FIG. 7 is an illustrative flow chart depicting an example operation 700 for generating a final image including a depiction of an object with a determined orientation. Operation 700 may be an example process for generating the final image 634 from the first frame 602 and the second frame 604 in FIG. 6. Beginning at 702, the device 400 receives a first frame captured by a first camera 401 from a first perspective. In some implementations, the first camera 401 may capture the first frame, and the camera controller 410 (such as the image signal processor 412) may receive the first frame captured by the first camera 401. The first frame includes a first depiction of the object of interest with a first orientation. For example, the first frame may include a depiction of a person, a face, a background, or other suitable object whose orientation may be adjusted during processing from the first frame to a final image.

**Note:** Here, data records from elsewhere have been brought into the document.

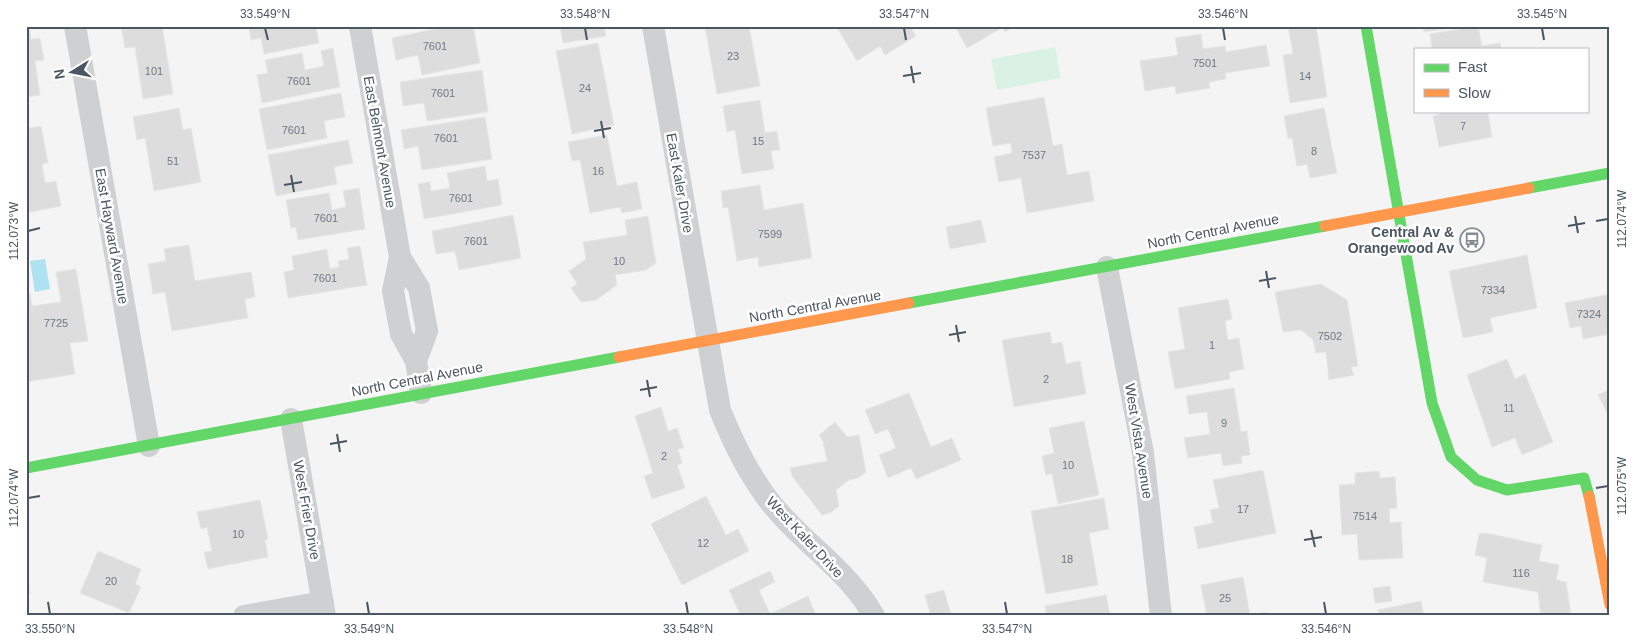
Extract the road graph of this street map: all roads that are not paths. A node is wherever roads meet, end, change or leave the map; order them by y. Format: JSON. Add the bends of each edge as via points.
{"nodes":[{"id":1,"x":75,"y":26,"type":"edge"},
{"id":2,"x":360,"y":26,"type":"edge"},
{"id":3,"x":653,"y":26,"type":"edge"},
{"id":4,"x":1366,"y":26,"type":"edge"},
{"id":5,"x":1610,"y":173,"type":"edge"},
{"id":6,"x":1397,"y":212,"type":"junction"},
{"id":7,"x":1107,"y":267,"type":"junction"},
{"id":8,"x":706,"y":340,"type":"junction"},
{"id":9,"x":421,"y":394,"type":"junction"},
{"id":10,"x":291,"y":418,"type":"junction"},
{"id":11,"x":149,"y":446,"type":"junction"},
{"id":12,"x":26,"y":468,"type":"edge"},
{"id":13,"x":1610,"y":605,"type":"edge"},
{"id":14,"x":324,"y":609,"type":"edge"},
{"id":15,"x":244,"y":616,"type":"edge"},
{"id":16,"x":874,"y":616,"type":"edge"},
{"id":17,"x":1161,"y":616,"type":"edge"}],
"edges":[{"from":1,"to":11,"type":"street","name":"East Hayward Avenue"},
{"from":2,"to":9,"type":"street","name":"East Belmont Avenue","via":[[400,257],[393,291],[402,334],[416,361]]},
{"from":3,"to":8,"type":"street","name":"East Kaler Drive"},
{"from":4,"to":6,"type":"main road"},
{"from":5,"to":6,"type":"main road","name":"North Central Avenue"},
{"from":6,"to":7,"type":"main road","name":"North Central Avenue"},
{"from":6,"to":13,"type":"main road","via":[[1432,403],[1451,457],[1477,480],[1507,490],[1584,478],[1593,509]]},
{"from":7,"to":8,"type":"main road","name":"North Central Avenue"},
{"from":7,"to":17,"type":"street","name":"West Vista Avenue","via":[[1144,453]]},
{"from":8,"to":9,"type":"main road","name":"North Central Avenue"},
{"from":8,"to":16,"type":"street","name":"West Kaler Drive","via":[[720,410],[733,442],[767,498],[855,590]]},
{"from":9,"to":10,"type":"main road","name":"North Central Avenue"},
{"from":10,"to":11,"type":"main road","name":"North Central Avenue"},
{"from":10,"to":14,"type":"street","name":"West Frier Drive"},
{"from":11,"to":12,"type":"main road","name":"North Central Avenue"},
{"from":14,"to":15,"type":"street","name":"West Frier Drive"}]}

The device 400 also receives a second frame captured by a second camera 402 from a second perspective (704). The second frame is captured by the second camera 402 concurrently with the first frame being captured by the first camera 401. The camera controller 410 (such as the image signal processor 412) may receive the second frame captured by the second camera 402, and the second frame includes a second depiction of the object of interest with a second orientation (based on the difference in perspectives between the cameras 401 and 402).
After receiving the first frame and the second frame, the device 400 may determine a final orientation of the object based on the first orientation of the object depicted in the first frame and the second orientation of the object depicted in the second frame (706). The final orientation is the orientation of the depiction of the object in the final image. For example, the final orientation of the person 508 in the final image 634 (FIGS. 5 and 6) is the orientation of the person 508 in depiction 618.

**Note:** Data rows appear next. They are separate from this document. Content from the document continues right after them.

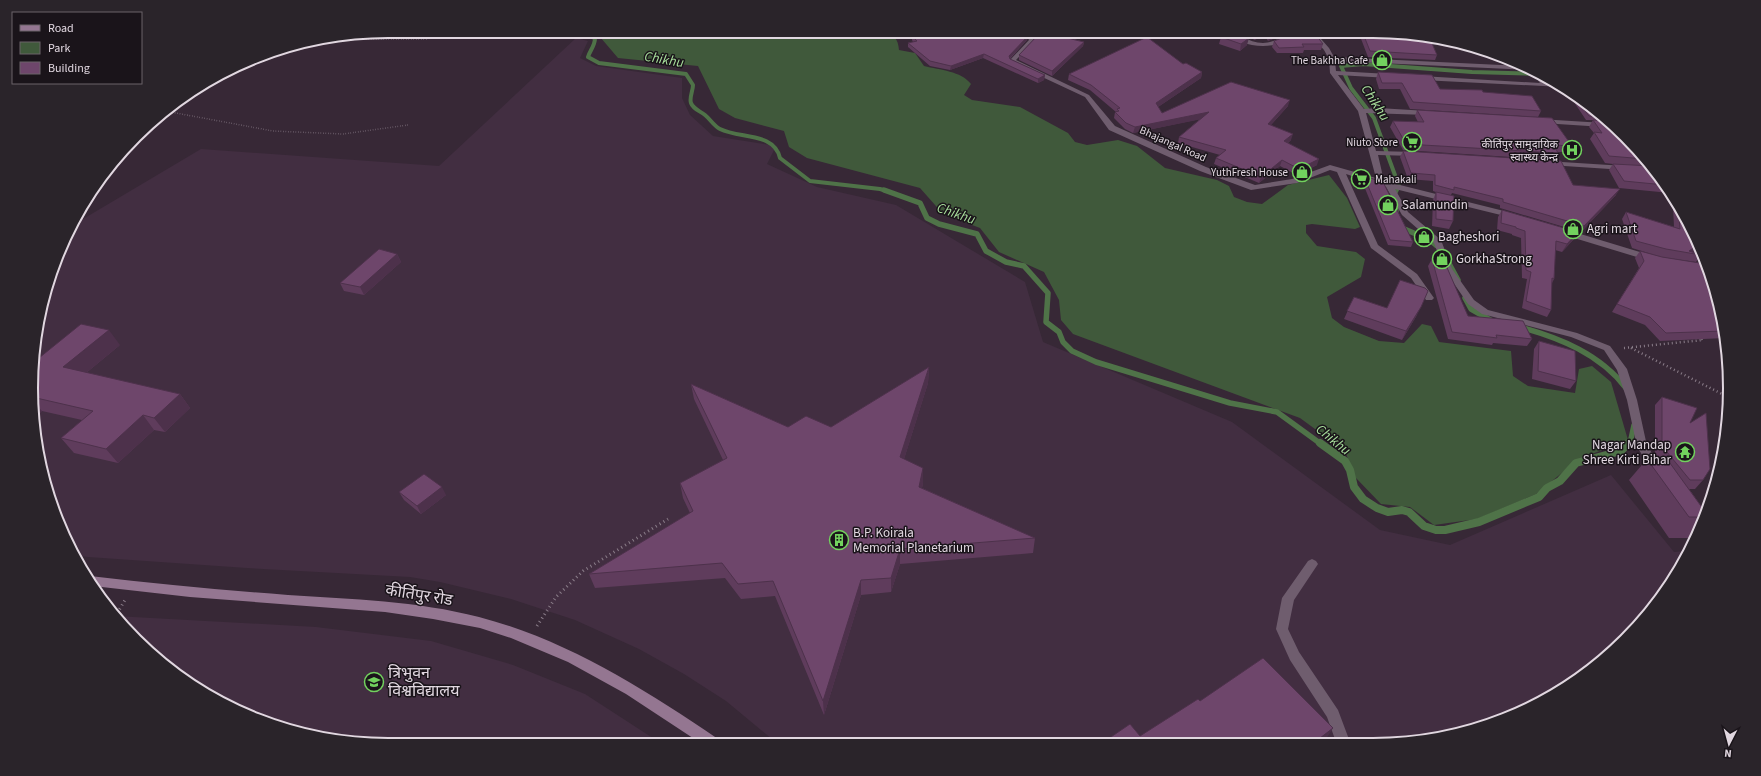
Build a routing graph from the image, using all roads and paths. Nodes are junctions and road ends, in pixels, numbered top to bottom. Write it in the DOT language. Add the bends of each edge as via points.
graph roads {
  1 [pos="427,38"];
  2 [pos="1031,38"];
  3 [pos="1239,38"];
  4 [pos="1286,38"];
  5 [pos="1317,38"];
  6 [pos="374,39"];
  7 [pos="1332,59"];
  8 [pos="1512,67"];
  9 [pos="1333,73"];
  10 [pos="1396,76"];
  11 [pos="1412,77"];
  12 [pos="1546,85"];
  13 [pos="1362,111"];
  14 [pos="172,112"];
  15 [pos="1433,114"];
  16 [pos="1535,120"];
  17 [pos="1603,124"];
  18 [pos="408,125"];
  19 [pos="1373,153"];
  20 [pos="1423,154"];
  21 [pos="1539,162"];
  22 [pos="1632,168"];
  23 [pos="1340,170"];
  24 [pos="1385,184"];
  25 [pos="1523,219"];
  26 [pos="1558,230"];
  27 [pos="1660,260"];
  28 [pos="1429,298"];
  29 [pos="1699,336"];
  30 [pos="1607,348"];
  31 [pos="1630,348"];
  32 [pos="1723,394"];
  33 [pos="1666,479"];
  34 [pos="668,519"];
  35 [pos="1312,564"];
  36 [pos="98,583"];
  37 [pos="528,640"];
  38 [pos="704,738"];
  39 [pos="1342,738"];
  1 -- 6 [label="path"];
  2 -- 23 [label="street, Bhajangal Road" via="1032,40 1012,61 1087,96 1112,128 1176,158 1254,188 1294,181 1330,167"];
  3 -- 4 [label="street" via="1249,43 1272,46"];
  5 -- 7 [label="street"];
  7 -- 8 [label="street"];
  7 -- 9 [label="street"];
  9 -- 10 [label="street"];
  9 -- 13 [label="street"];
  11 -- 12 [label="street"];
  13 -- 15 [label="street"];
  13 -- 19 [label="street"];
  14 -- 18 [label="path" via="273,131 343,134"];
  16 -- 17 [label="street"];
  19 -- 20 [label="street"];
  19 -- 24 [label="street"];
  21 -- 22 [label="street"];
  23 -- 24 [label="street, Bhajangal Road"];
  23 -- 28 [label="street" via="1374,246 1414,276"];
  24 -- 25 [label="street, Bhajangal Road"];
  24 -- 30 [label="street" via="1405,213 1438,242 1448,269 1471,302 1485,312 1574,335"];
  26 -- 27 [label="street"];
  29 -- 31 [label="path" via="1703,340"];
  30 -- 31 [label="path"];
  30 -- 33 [label="street" via="1622,369 1642,447"];
  31 -- 32 [label="path"];
  34 -- 37 [label="path" via="582,571 556,597"];
  35 -- 39 [label="street" via="1288,598 1282,629 1294,656 1333,714"];
  36 -- 37 [label="street, कीर्तिपुर रोड" via="189,592 374,604 432,612 481,624"];
  37 -- 38 [label="street, कीर्तिपुर रोड" via="570,657 609,678"];
}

In some implementations, the device 400 may compare the first orientation and the second orientation of the object (708). For example, the device 400 (such as the image signal processor 412 or the processor 404) may compare the associated depictions of the object between frames to determine the depiction with the preferred orientation. In one example, the device 400 may compare segmented portions including the associated depictions to determine the final orientation.
In some implementations, after comparing the first orientation and the second orientation, the device 400 may select the first orientation or the second orientation as the final orientation of the object based on the comparison (710). In some aspects, the device 400 may automatically determine the final orientation. For example, the device 400 may determine which depiction includes an orientation of the object more toward the camera as compared to the other depiction. To illustrate, the device 400 may compare segments 606 and 612 including depictions 618 and 624 (FIG. 6). The device 400 may determine that the depiction 618 includes an orientation of the object more towards the first camera 401 than the depiction 624 of the object toward the second camera 402 (the face is shown as turned away from the second camera 402 during capture of the second frame 604).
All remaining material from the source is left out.